The King of the Drive-In dies

He gave us teenage werewolves and blacula. Squeaky-clean beach-blanket high jinks and not-so-innocent reform-school girls. Hot-rod gangs and towns that dreaded sundown. Eighty-three-year-old Samuel Z. Arkoff—the cigar-chomping low-budget-movie mogul who was the King of the Drive-In—died in Burbank, Calif., this fall of natural causes, leaving behind a legacy as storied as Hollywood pioneers Louis B. Mayer’s and Jack Warner’s…and far more colorful.

Born the son of Russian immigrants in Iowa, Arkoff wrote in his 1992 memoir, Flying Through Hollywood by the Seat of My Pants, that he was dazzled by Hollywood from the beginning. At age 15, he visited an aunt in Chicago, where he picked up his first copy of Variety. Mesmerized by the rat-a-tat dealmaking described in its pages, Arkoff, when he returned home, paid the owner of a local pool hall 15 cents a week to order the trade rag for him.

After World War II, which he spent in the Azores as a cryptographer, having flunked the physical due to his 230-pound girth and staggeringly high blood pressure, Arkoff moved to Los Angeles. In 1954, he and partner James H. Nicholson started the studio that came to be known as American International Pictures with $3,000. With the rise of television’s popularity and the boom of a new demographic known as the teenager, Arkoff targeted the underserved youth market and simultaneously lured older audiences away from the small screen by spackling spectacular cheese on the big one.

The company’s very first release was a hit—a drag-racing cheapie titled The Fast and the Furious, produced by a newcomer named Roger Corman whose sole credit was The Monster From the Ocean Floor. ”They were just getting into the game, so they were willing to experiment on an audacious idea,” recalls Corman, who wound up making 50 movies for Arkoff. ”Hollywood wasn’t making films for the youth culture yet, but AIP knew the only way in was to make movies that appealed to teens. By the time the studios realized what they were missing, Sam already had the jump on them.”

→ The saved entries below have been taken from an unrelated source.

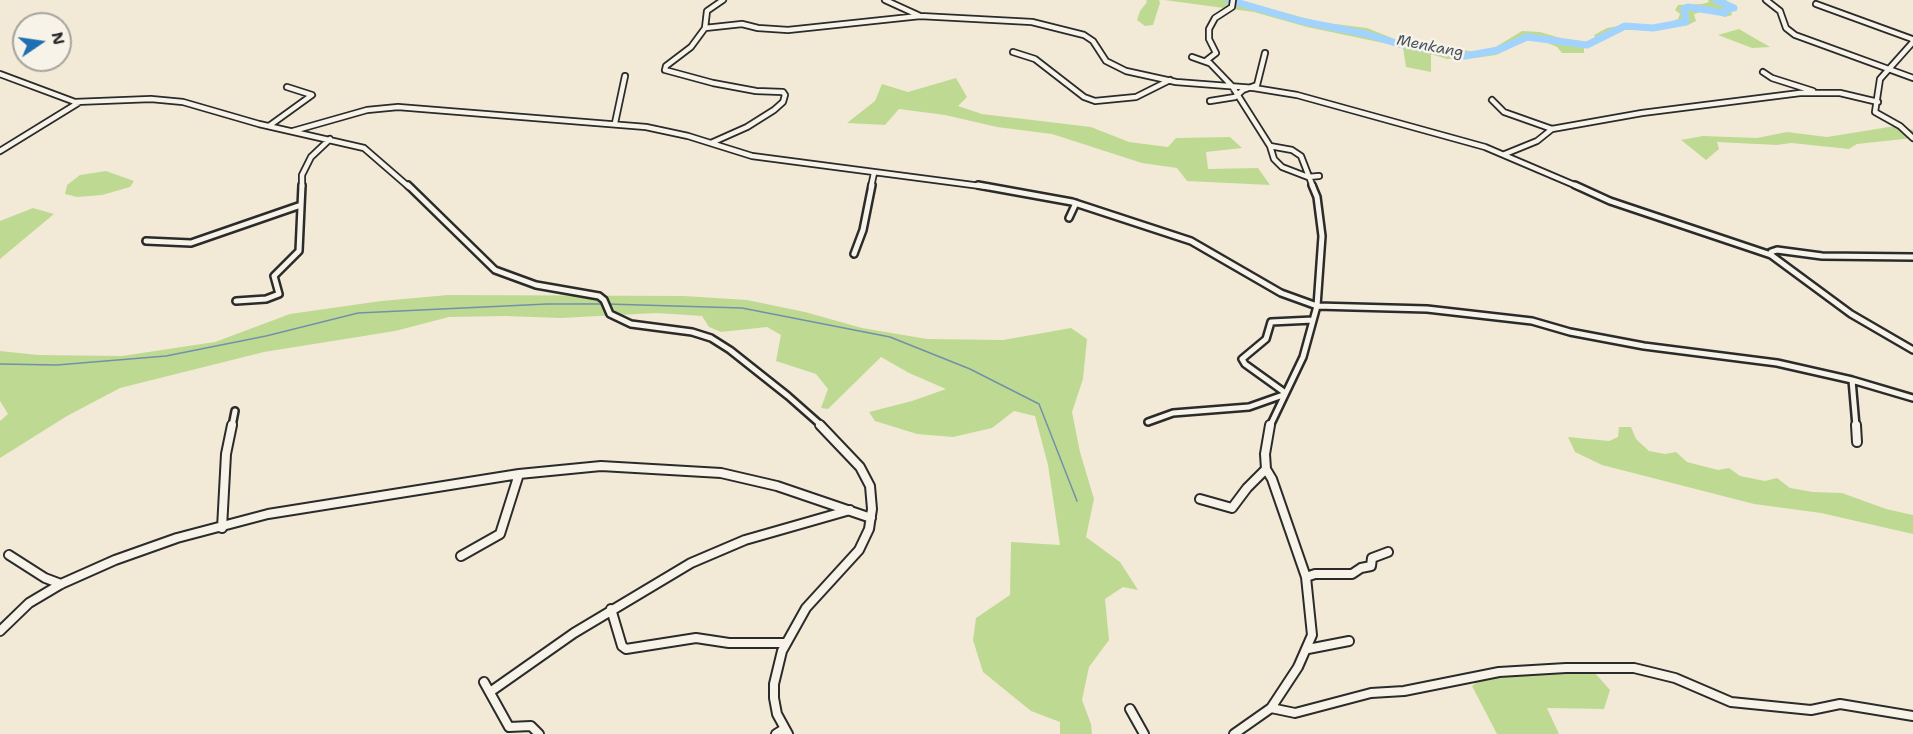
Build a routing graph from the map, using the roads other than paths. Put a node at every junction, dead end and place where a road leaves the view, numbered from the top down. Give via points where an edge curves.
1 (723, 0) edge
2 (885, 0) edge
3 (1766, 0) edge
4 (1823, 0) edge
5 (1233, 1) edge
6 (920, 16) junction
7 (705, 28) junction
8 (1013, 52) dead end
9 (1265, 53) dead end
10 (1192, 57) dead end
11 (1210, 63) junction
12 (1890, 69) junction
13 (1764, 72) dead end
14 (0, 74) edge
15 (625, 76) dead end
16 (1913, 78) edge
17 (1170, 80) junction
18 (1232, 86) junction
19 (287, 87) dead end
20 (1254, 88) junction
21 (1819, 93) junction
22 (1237, 96) junction
23 (1492, 100) dead end
24 (1210, 101) dead end
25 (78, 102) junction
26 (1878, 102) junction
27 (615, 123) junction
28 (269, 126) junction
29 (1552, 129) junction
30 (293, 131) junction
31 (1913, 138) edge
32 (330, 139) junction
33 (711, 143) junction
34 (1270, 146) junction
35 (0, 151) edge
36 (1505, 154) junction
37 (874, 173) junction
38 (1319, 176) dead end
39 (1308, 177) junction
40 (1076, 203) junction
41 (301, 205) junction
42 (1069, 218) dead end
43 (146, 241) dead end
44 (854, 254) dead end
45 (1771, 255) junction
46 (1913, 257) edge
47 (236, 301) dead end
48 (1317, 306) junction
49 (1312, 320) junction
50 (1913, 351) edge
51 (1852, 380) junction
52 (1283, 394) junction
53 (1913, 398) edge
54 (235, 411) dead end
55 (1148, 422) dead end
56 (1857, 442) dead end
57 (1266, 470) junction
58 (519, 474) junction
59 (1200, 499) dead end
60 (850, 510) junction
61 (871, 518) junction
62 (222, 528) junction
63 (1388, 552) dead end
64 (9, 555) dead end
65 (461, 556) dead end
66 (1306, 577) junction
67 (61, 584) junction
68 (611, 609) junction
69 (0, 631) edge
70 (1349, 641) dead end
71 (786, 643) junction
72 (1308, 649) junction
73 (484, 682) dead end
74 (489, 692) junction
75 (1271, 708) junction
76 (1130, 709) dead end
77 (1913, 716) edge
78 (782, 732) edge
79 (539, 734) edge
80 (1144, 734) edge
81 (1234, 734) edge

1 - 7 street via 707,11
2 - 6 street
3 - 12 street via 1780,11 1786,28 1795,35
4 - 12 street via 1815,3 1912,39
5 - 11 street via 1230,8 1215,18 1209,30 1216,53 1206,58
6 - 7 street via 794,29 742,24
6 - 17 street via 1029,22 1074,32 1093,41 1103,57 1116,67
7 - 33 street via 665,70 785,95 774,110
8 - 17 street via 1035,59 1093,101 1136,97
9 - 20 street
10 - 11 street
11 - 18 street
12 - 16 street
12 - 26 street via 1880,79
13 - 21 street
14 - 25 street
15 - 27 street
17 - 18 street
18 - 20 street
18 - 22 street
19 - 28 street via 312,95
20 - 22 street
20 - 36 street via 1337,104
21 - 26 street via 1840,93
21 - 29 street via 1642,113
22 - 24 street
22 - 34 street
23 - 29 street via 1504,112
25 - 28 street via 173,101
25 - 35 street
26 - 31 street via 1877,114
27 - 30 street via 398,106 367,110
27 - 33 street via 661,129
28 - 30 street
29 - 36 street via 1537,141
30 - 32 street
32 - 41 street via 306,165
32 - 61 street via 375,155 495,270 536,285 599,296 610,315 624,322 698,334 730,350 813,418 860,467 870,486
33 - 37 street via 752,156
34 - 39 street via 1279,165
34 - 39 street via 1298,153
36 - 45 street via 1610,201
37 - 40 street via 993,187
37 - 44 street via 865,224
38 - 39 street
39 - 48 street via 1321,217
40 - 42 street
40 - 48 street via 1191,241 1274,289
41 - 43 street via 191,243
41 - 47 street via 299,251 274,276 279,294
45 - 46 street via 1777,250 1812,256
45 - 50 street via 1851,314
48 - 49 street
48 - 51 street via 1426,309 1532,321 1633,344 1769,362
49 - 52 street via 1303,357
49 - 52 street via 1271,322 1266,339 1242,359
51 - 53 street
51 - 56 street
52 - 55 street via 1249,406 1173,413
52 - 57 street via 1267,434
54 - 62 street via 226,454
57 - 59 street via 1232,508
57 - 66 street
58 - 60 street via 602,466 721,473
58 - 62 street via 268,514
58 - 65 street via 500,534
60 - 61 street
60 - 68 street via 691,562
61 - 71 street via 859,550 806,608
62 - 67 street via 146,548
63 - 66 street via 1372,558 1371,566 1352,574
64 - 67 street via 45,579
66 - 72 street via 1312,622
67 - 69 street via 29,603
68 - 71 street via 626,649 696,638 729,643
68 - 74 street
70 - 72 street
71 - 78 street via 774,684
72 - 75 street
73 - 74 street
74 - 79 street via 509,727 531,726
75 - 77 street via 1295,713 1371,693 1404,691 1499,672 1634,668 1731,702 1811,710 1840,704
75 - 81 street
76 - 80 street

Dismissed by critics, AIP’s early films—running the tawdry and titillating schlock gamut from Attack of the Puppet People to She-Gods of Shark Reef—cost almost nothing to make, and in return raked in box office loot hand over fist. But if the films themselves weren’t particularly memorable, Arkoff’s eye for young talent was peerless. Unable to afford big stars for his low-rent flicks, Arkoff minted his own luminaries. And the laundry list of actors who launched their careers at AIP is a Hollywood Who’s Who: 1957’s I Was a Teenage Werewolf spawned Michael Landon; 1958’s Machine Gun Kelly starred a young Charles Bronson; a wet-behind-the-ears Method actor named Jack Nicholson turned up in 1963’s The Raven and 1967’s Hell’s Angels on Wheels. ”AIP was like a movie-star way station,” says Don Johnson, who costarred with fellow rookie Nick Nolte in 1975’s Return to Macon County. ”It was a very special group of people who went in through his doors. None of us were studio material back then, and Sam created an environment where hungry and dedicated young artists could work and make films. That doesn’t really exist today.”

Greenhorn directors were also given early breaks at AIP that they wouldn’t have been granted by the majors: Francis Ford Coppola made 1963’s Dementia 13; Martin Scorsese helmed 1972’s Boxcar Bertha; and Woody Allen sent up Japanese spy flicks with 1966’s What’s Up, Tiger Lily? Says Oscar-nominated screenwriter John Milius, who started out as a story reader in AIP’s shabby Wilshire Boulevard offices and made his directorial debut there with Dillinger, “There’s an old Marines saying: ‘We’ve been doing so much with so little for so long, we can do anything with nothing forever.’ Well, that was Sam Arkoff in a nutshell.”